CalPERS changes and VC allocation

Dan Primack at Fortune continues his unrelenting chase of CalPERS’ (California Public Employees’ Retirement System) with $229B assets under management (AUM). While Dan may not be as impressed with CalPERS’ transparency and its past, having had a couple of brief conversations with their “new” CIO Joe Dear and a CalPERS board member it appears their new leader is cleaning house as fast as its bureaucratic system allows him to. I too have found out those boats (pension funds) turn very slowly, and demanding it to move faster is a waste of precious energy.
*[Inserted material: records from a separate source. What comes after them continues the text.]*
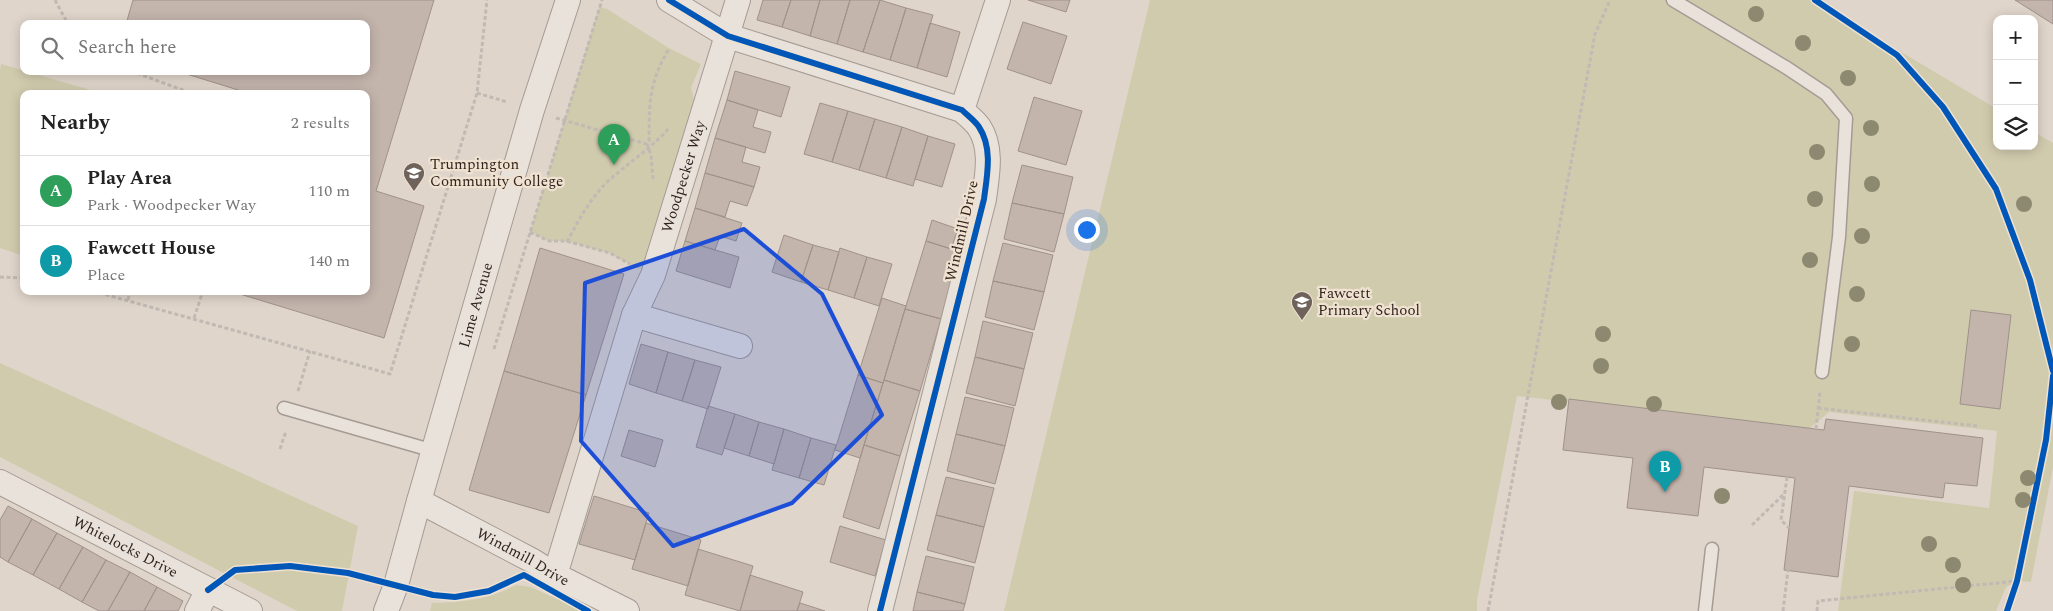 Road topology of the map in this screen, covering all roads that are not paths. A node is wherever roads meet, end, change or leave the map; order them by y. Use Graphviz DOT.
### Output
graph roads {
  1 [pos="568,0"];
  2 [pos="669,0"];
  3 [pos="738,0"];
  4 [pos="998,0"];
  5 [pos="1673,0"];
  6 [pos="728,36"];
  7 [pos="962,110"];
  8 [pos="634,314"];
  9 [pos="740,346"];
  10 [pos="1822,372"];
  11 [pos="284,408"];
  12 [pos="434,451"];
  13 [pos="0,482"];
  14 [pos="419,501"];
  15 [pos="1712,549"];
  16 [pos="554,575"];
  17 [pos="208,590"];
  18 [pos="197,611"];
  19 [pos="250,611"];
  20 [pos="386,611"];
  21 [pos="627,611"];
  22 [pos="880,611"];
  23 [pos="1705,611"];
  1 -- 12 [label="street, Lime Avenue"];
  2 -- 6 [label="street, Windmill Drive"];
  3 -- 6 [label="street, Woodpecker Way"];
  4 -- 7 [label="street"];
  5 -- 10 [label="lane"];
  6 -- 7 [label="street, Windmill Drive"];
  6 -- 8 [label="street, Woodpecker Way"];
  7 -- 22 [label="street, Windmill Drive"];
  8 -- 9 [label="street"];
  8 -- 16 [label="street, Woodpecker Way"];
  11 -- 12 [label="lane"];
  12 -- 14 [label="street, Lime Avenue"];
  13 -- 17 [label="street, Whitelocks Drive"];
  14 -- 16 [label="street, Windmill Drive"];
  14 -- 20 [label="street, Lime Avenue"];
  15 -- 23 [label="lane"];
  16 -- 21 [label="street, Windmill Drive"];
  17 -- 18 [label="street"];
  17 -- 19 [label="street, Whitelocks Drive"];
}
Yet CalPERS is a large and important investor in Venture Capital with 8% or $2.5B in commitments of a total of $31.4B in Alternative investments dedicated to the sector.

The performance of Venture Capital comprised of a mere 1.1% of Total Assets Under Management is not really something to write home about, good or bad. Unless you recently discovered – like I did – that the deplorable (minus 4% average ten-year IRR) performance of Venture Capital comes from how we build the economic systems in finance and thus is much more symptomatic across other asset classes.
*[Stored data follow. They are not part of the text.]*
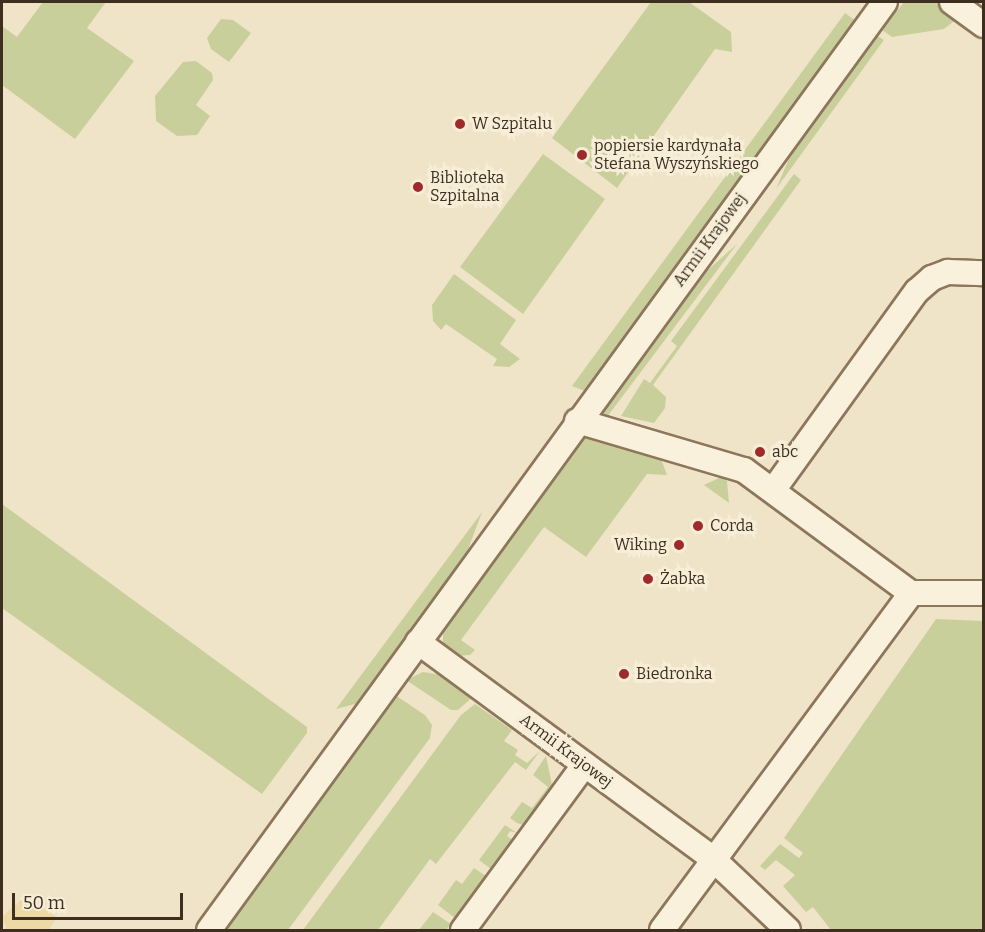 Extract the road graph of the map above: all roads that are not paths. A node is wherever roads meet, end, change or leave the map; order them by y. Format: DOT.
graph roads {
  1 [pos="885,2"];
  2 [pos="952,2"];
  3 [pos="984,25"];
  4 [pos="984,273"];
  5 [pos="577,421"];
  6 [pos="774,489"];
  7 [pos="911,593"];
  8 [pos="984,593"];
  9 [pos="418,642"];
  10 [pos="584,765"];
  11 [pos="713,859"];
  12 [pos="208,930"];
  13 [pos="463,930"];
  14 [pos="662,930"];
  15 [pos="788,930"];
  1 -- 5 [label="street, Armii Krajowej"];
  2 -- 3 [label="street"];
  4 -- 6 [label="street"];
  5 -- 6 [label="street"];
  5 -- 9 [label="street, Armii Krajowej"];
  6 -- 7 [label="street"];
  7 -- 8 [label="street"];
  7 -- 11 [label="street"];
  9 -- 10 [label="street, Armii Krajowej"];
  9 -- 12 [label="street, Armii Krajowej"];
  10 -- 11 [label="street, Armii Krajowej"];
  10 -- 13 [label="street"];
  11 -- 14 [label="street"];
  11 -- 15 [label="street, Armii Krajowej"];
}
Simply put: any financial system using a laissez-faire economic system will inevitably turn subprime. And thus the asset allocation, while increasing in value because of the sheer size of the financial gamble it creates, will at the same time be hollowed out by the deflation of quality of its underlying (subprime) asset.

So unless pension funds really understand the money trail that feeds the underlying assets they will just be as successful as I was in finding a wife (i.e. substance, predictability, sustainability – a future) when I was 18 years old.